Se quanto riporta il quotidiano romano è vero, il ragionamento del pubblico ministero non convince.
E’ ovviamente vero che Facebook non è una testata giornalistica, ma l’art. 595 c.p. parla di “stampa” o “altro mezzo di pubblicità” senza fare alcun riferimento all’autorevolezza o all’idoneità del mezzo utilizzato per veicolare l’insulto a dare “peso” a quanto dichiarato. Si arriverebbe all’assurdo che pubblicare frasi pesantissime ma su un sito a basso traffico, pur viste da “più persone” come vuole la norma, non sarebbe diffamazione perchè “è una roba da sfigati che nessuno legge”. E’ auspicabile, dunque, che il giudice per le indagini preliminari non accolga la richiesta per evitare la formazione di una giurisprudenza francamente poco rigorosa.

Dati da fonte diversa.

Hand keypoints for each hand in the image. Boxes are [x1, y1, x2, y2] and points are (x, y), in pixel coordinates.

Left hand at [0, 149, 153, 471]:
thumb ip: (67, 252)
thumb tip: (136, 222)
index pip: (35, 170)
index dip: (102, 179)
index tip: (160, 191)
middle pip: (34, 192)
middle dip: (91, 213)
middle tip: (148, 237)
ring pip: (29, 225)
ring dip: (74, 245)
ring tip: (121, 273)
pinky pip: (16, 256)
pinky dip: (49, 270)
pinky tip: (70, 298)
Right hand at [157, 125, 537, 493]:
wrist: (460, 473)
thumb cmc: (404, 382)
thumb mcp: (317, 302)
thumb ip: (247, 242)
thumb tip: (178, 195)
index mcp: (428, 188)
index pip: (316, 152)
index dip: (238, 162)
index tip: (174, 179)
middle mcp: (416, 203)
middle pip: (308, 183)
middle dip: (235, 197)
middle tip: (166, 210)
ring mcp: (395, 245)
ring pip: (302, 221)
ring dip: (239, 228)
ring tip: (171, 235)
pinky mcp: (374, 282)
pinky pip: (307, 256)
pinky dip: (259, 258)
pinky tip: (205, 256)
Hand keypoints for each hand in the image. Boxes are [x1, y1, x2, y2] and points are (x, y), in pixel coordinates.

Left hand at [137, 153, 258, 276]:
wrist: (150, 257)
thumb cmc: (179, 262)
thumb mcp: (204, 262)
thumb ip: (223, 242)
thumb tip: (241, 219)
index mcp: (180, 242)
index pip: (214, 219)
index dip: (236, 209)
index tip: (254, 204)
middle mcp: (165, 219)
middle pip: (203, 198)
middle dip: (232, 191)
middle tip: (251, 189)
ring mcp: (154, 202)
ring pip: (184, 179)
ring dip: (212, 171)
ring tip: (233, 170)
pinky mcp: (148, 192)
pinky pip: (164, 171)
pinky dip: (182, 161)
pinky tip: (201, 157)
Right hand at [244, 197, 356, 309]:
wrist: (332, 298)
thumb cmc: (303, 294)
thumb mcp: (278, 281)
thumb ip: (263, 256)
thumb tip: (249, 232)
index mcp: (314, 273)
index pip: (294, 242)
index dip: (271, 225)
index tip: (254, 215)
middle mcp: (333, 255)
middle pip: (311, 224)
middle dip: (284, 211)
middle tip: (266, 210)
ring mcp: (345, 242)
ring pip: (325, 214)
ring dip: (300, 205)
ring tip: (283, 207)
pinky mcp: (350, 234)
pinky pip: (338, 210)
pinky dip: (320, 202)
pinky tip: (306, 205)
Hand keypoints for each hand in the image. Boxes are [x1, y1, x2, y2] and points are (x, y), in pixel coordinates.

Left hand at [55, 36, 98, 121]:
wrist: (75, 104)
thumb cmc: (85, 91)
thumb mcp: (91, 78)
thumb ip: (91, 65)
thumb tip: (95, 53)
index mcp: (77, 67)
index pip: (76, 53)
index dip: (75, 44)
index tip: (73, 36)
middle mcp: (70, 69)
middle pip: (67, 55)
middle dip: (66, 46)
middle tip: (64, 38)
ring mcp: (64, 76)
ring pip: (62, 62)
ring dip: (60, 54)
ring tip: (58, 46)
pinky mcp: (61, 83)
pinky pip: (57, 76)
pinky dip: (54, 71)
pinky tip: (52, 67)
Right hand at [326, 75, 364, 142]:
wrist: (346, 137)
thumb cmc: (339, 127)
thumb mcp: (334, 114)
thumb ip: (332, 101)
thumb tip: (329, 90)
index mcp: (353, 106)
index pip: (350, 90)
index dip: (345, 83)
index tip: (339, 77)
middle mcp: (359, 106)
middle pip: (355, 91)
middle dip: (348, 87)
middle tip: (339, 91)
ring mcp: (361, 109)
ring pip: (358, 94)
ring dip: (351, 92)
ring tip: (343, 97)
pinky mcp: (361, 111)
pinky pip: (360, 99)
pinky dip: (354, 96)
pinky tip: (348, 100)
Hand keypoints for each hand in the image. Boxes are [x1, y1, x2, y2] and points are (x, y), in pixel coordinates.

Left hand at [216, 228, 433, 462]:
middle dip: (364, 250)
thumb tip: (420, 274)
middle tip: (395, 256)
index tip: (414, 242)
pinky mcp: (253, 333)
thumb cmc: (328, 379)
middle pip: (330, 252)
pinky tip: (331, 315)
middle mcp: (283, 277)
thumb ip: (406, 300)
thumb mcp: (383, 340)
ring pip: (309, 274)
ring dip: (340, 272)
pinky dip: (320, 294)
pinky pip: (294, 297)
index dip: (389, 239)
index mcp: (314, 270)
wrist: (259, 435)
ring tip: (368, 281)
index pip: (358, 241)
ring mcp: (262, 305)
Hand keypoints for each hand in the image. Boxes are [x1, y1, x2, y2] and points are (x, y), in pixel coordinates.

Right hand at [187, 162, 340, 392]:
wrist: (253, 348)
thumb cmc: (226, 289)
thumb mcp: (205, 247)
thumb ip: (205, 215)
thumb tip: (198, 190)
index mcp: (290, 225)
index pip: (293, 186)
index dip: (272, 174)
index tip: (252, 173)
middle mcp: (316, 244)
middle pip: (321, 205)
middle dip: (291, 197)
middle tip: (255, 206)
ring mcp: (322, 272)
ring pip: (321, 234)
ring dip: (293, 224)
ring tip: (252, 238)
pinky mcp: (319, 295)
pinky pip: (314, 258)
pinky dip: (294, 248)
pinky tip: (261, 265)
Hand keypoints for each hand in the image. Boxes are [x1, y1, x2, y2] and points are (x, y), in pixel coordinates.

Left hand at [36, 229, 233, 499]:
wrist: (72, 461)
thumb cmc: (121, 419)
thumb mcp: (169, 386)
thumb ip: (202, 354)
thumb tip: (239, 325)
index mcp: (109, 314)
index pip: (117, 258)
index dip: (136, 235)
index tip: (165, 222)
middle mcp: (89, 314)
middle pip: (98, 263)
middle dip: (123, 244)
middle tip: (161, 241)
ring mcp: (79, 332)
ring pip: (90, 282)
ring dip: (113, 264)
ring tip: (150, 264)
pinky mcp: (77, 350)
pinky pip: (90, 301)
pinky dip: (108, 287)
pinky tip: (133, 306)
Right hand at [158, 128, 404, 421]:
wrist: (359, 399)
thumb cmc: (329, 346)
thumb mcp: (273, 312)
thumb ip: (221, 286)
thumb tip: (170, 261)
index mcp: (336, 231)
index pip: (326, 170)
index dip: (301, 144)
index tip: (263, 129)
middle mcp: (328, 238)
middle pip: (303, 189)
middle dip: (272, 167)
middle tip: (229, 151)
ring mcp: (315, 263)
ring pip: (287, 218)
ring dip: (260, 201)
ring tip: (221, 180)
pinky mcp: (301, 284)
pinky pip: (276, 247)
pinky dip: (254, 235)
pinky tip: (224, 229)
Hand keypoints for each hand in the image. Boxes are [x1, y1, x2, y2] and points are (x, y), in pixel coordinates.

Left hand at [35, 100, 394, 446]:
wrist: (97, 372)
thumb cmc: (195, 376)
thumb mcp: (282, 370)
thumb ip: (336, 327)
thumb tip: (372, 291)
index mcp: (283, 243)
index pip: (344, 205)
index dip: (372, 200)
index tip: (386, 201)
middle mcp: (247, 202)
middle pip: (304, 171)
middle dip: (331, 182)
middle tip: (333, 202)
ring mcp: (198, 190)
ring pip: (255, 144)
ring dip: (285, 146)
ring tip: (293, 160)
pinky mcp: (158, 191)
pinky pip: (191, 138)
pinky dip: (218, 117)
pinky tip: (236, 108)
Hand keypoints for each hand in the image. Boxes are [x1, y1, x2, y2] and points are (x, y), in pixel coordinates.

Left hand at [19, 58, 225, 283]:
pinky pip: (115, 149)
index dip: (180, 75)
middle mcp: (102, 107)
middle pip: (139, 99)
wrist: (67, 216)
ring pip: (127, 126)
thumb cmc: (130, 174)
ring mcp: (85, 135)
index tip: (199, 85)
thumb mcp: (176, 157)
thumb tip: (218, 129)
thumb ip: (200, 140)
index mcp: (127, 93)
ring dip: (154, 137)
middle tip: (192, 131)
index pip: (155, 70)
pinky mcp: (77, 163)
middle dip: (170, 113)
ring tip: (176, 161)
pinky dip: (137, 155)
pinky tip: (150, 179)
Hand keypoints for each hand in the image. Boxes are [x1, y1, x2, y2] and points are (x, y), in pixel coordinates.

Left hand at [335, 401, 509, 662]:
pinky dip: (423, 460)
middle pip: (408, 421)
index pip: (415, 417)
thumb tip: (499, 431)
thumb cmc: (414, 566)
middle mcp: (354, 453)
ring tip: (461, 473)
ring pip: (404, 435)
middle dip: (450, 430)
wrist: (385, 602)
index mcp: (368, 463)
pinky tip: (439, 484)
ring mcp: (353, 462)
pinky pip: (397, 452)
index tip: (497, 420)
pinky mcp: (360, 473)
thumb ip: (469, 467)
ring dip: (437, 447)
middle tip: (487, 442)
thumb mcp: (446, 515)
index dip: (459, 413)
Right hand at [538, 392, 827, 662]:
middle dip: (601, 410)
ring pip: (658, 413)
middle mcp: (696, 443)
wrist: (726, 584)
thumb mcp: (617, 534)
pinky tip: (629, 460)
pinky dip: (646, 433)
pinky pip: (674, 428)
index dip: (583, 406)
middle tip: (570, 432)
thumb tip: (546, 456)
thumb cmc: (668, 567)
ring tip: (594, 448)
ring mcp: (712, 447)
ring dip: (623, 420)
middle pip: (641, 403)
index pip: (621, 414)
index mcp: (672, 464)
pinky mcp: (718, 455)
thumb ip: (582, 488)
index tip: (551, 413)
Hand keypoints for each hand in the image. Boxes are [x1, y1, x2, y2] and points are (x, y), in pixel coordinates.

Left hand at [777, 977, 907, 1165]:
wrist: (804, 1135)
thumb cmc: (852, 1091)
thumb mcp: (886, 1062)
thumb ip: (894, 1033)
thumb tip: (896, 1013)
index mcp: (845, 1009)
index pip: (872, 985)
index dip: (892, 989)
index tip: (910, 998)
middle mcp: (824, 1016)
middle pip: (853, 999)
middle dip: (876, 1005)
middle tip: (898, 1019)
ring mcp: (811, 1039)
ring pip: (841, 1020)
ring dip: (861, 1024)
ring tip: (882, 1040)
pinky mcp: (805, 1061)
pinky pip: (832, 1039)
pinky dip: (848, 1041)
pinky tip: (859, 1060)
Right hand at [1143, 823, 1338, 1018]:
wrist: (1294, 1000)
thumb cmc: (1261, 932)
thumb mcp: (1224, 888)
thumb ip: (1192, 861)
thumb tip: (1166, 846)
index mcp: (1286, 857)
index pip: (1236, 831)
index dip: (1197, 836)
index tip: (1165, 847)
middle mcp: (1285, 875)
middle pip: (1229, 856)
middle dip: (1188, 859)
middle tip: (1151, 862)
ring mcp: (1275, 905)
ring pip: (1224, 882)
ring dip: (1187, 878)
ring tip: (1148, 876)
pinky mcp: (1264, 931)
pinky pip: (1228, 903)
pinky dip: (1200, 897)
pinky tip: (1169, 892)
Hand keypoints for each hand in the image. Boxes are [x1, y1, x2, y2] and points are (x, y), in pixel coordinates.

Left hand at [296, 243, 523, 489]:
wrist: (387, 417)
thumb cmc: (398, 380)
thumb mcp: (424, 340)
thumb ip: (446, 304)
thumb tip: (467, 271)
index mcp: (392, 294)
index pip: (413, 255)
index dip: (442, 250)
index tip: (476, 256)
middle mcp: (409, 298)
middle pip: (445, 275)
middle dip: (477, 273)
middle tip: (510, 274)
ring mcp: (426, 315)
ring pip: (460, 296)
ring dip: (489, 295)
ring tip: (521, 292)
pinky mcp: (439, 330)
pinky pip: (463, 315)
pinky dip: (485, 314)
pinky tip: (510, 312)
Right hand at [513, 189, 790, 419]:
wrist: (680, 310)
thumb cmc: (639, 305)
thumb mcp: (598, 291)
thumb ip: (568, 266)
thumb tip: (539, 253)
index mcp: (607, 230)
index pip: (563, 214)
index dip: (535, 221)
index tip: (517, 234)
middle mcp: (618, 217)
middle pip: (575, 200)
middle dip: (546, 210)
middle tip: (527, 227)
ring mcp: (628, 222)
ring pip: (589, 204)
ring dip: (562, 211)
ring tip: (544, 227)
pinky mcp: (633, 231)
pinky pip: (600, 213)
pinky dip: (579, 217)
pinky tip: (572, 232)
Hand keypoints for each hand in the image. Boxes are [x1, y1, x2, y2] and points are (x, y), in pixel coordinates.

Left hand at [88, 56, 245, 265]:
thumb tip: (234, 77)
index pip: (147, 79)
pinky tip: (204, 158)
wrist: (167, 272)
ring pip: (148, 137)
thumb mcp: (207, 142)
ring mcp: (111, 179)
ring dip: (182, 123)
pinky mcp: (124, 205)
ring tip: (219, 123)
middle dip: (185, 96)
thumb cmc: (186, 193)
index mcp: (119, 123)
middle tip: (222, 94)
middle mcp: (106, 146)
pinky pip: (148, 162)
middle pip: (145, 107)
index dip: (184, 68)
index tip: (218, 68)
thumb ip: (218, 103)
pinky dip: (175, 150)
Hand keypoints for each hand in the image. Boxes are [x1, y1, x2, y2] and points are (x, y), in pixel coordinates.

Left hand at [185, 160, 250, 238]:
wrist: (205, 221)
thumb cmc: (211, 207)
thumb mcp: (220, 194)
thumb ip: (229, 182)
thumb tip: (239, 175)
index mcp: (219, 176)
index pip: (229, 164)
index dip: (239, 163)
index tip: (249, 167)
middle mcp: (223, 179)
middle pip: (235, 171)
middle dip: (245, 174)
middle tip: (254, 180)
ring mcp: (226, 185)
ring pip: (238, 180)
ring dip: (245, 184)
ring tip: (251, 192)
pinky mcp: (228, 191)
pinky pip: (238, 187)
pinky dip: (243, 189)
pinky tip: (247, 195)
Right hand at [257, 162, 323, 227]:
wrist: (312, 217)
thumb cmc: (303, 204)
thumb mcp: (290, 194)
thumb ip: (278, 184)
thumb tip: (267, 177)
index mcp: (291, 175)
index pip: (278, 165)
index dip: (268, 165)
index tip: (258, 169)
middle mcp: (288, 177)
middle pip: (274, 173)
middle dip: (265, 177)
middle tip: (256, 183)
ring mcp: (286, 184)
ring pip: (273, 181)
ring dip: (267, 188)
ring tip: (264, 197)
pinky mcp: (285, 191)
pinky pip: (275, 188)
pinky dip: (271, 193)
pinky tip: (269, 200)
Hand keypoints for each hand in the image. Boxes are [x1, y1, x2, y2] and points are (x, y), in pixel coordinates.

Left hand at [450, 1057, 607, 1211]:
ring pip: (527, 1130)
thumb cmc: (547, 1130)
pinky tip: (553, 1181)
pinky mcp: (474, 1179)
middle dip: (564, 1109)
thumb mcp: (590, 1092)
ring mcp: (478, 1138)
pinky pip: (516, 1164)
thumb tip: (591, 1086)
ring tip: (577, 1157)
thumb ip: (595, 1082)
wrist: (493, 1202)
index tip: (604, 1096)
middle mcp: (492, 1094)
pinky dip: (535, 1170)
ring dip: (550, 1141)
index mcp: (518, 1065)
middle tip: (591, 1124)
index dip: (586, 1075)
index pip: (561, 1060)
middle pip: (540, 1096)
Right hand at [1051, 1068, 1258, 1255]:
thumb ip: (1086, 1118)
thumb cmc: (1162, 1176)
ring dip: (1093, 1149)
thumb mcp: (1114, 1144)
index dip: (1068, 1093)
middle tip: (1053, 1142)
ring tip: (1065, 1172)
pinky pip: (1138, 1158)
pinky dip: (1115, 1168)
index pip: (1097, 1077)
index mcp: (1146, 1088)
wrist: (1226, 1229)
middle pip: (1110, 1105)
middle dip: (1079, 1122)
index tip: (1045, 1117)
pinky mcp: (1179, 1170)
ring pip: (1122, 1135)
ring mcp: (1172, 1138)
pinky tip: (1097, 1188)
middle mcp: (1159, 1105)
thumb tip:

Inoltre, il reato – come la responsabilità penale – è un fatto personale. Facebook, quale fornitore di servizi di comunicazione elettronica – non ha avuto un ruolo attivo nel commettere l’asserita diffamazione, e dunque qualsiasi “aggancio” a un coinvolgimento della piattaforma non ha alcuna rilevanza.
Ma la forzatura interpretativa operata dal pubblico ministero di Roma ha, in realtà, un’altra lettura. Come scrivo nel capitolo dedicato all’evoluzione della giurisprudenza in materia di sequestro probatorio in un libro di prossima pubblicazione,
ci si dovrebbe porre il problema dell’aumento del carico di contezioso per fatti molto spesso bagatellari causato dall’enorme numero di utenti che quotidianamente utilizzano servizi telematici, aprendo una riflessione sulla necessità di un’ampia decriminalizzazione o – almeno – di una estesa depenalizzazione.
Il punto, dunque, non è se Facebook o altre piattaforme di social networking abbiano o meno “autorevolezza”, ma che gli utenti sono passati dall’ombra di un beato anonimato al sole rovente di una “notorietà relativa” analoga ai famosi quindici minuti di celebrità di Andy Wharol, Ma lo hanno fatto senza usare la crema solare a protezione 100, e dunque si “scottano” facilmente anche se si espongono per qualche minuto.
Fuor di metafora, è ora di decriminalizzare la diffamazione. Le procure della Repubblica hanno ben altro da fare che perdere tempo dietro alle beghe di poco momento, e che potrebbero ben essere gestite dal Questore grazie a una delle norme più ignorate dell’ordinamento giuridico italiano: l’art. 1 del Testo unico di pubblica sicurezza, che affida appunto al dirigente della Polizia di Stato il potere di comporre i privati dissidi.
Applicare questa norma – e non solo per la diffamazione (anche) via internet – invece di “inventarne” di nuove sarebbe l’uovo di Colombo.
Ma nessuno è interessato a scoprire l’America.